## [THE PROBLEM]
What lines of the data below hold "کاران"? Show them.

## [RECORDS FOR THIS TASK]
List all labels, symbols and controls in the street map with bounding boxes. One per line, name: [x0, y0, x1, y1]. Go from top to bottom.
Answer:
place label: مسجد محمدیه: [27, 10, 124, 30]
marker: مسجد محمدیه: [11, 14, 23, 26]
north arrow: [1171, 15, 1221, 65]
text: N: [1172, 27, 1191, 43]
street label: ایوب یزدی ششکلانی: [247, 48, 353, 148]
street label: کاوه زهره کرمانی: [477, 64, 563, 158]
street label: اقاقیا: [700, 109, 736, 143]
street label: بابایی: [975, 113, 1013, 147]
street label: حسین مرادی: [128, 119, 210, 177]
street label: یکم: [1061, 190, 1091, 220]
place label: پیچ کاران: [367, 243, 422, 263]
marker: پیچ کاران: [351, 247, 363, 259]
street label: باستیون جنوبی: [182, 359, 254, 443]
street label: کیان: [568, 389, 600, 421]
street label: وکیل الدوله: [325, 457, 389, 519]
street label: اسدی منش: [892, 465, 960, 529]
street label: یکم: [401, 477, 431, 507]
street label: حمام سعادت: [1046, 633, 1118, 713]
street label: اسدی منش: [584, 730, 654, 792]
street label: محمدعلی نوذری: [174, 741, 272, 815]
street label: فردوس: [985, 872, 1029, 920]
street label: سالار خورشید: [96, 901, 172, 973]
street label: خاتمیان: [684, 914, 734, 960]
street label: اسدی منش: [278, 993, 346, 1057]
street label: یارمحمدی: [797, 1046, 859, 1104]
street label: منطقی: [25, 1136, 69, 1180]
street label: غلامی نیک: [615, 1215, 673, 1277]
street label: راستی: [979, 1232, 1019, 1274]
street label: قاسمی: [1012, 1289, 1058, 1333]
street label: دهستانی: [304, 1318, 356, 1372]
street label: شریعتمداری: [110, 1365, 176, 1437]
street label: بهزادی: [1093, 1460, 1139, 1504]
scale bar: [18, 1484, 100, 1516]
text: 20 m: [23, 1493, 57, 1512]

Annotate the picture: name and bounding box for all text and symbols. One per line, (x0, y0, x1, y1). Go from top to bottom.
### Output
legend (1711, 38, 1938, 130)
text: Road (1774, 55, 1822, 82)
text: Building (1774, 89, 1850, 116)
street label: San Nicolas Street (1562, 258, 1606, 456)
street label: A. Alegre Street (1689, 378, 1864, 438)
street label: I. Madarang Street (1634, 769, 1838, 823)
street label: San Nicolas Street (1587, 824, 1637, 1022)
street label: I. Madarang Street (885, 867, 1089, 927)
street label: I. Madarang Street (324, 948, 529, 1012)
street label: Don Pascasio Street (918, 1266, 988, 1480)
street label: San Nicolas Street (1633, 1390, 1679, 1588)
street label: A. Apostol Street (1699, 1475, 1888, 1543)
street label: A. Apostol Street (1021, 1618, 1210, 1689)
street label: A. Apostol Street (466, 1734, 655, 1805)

## [COMPLETED EXERCISE]
place label: پیچ کاران: [367, 243, 422, 263]
marker: پیچ کاران: [351, 247, 363, 259]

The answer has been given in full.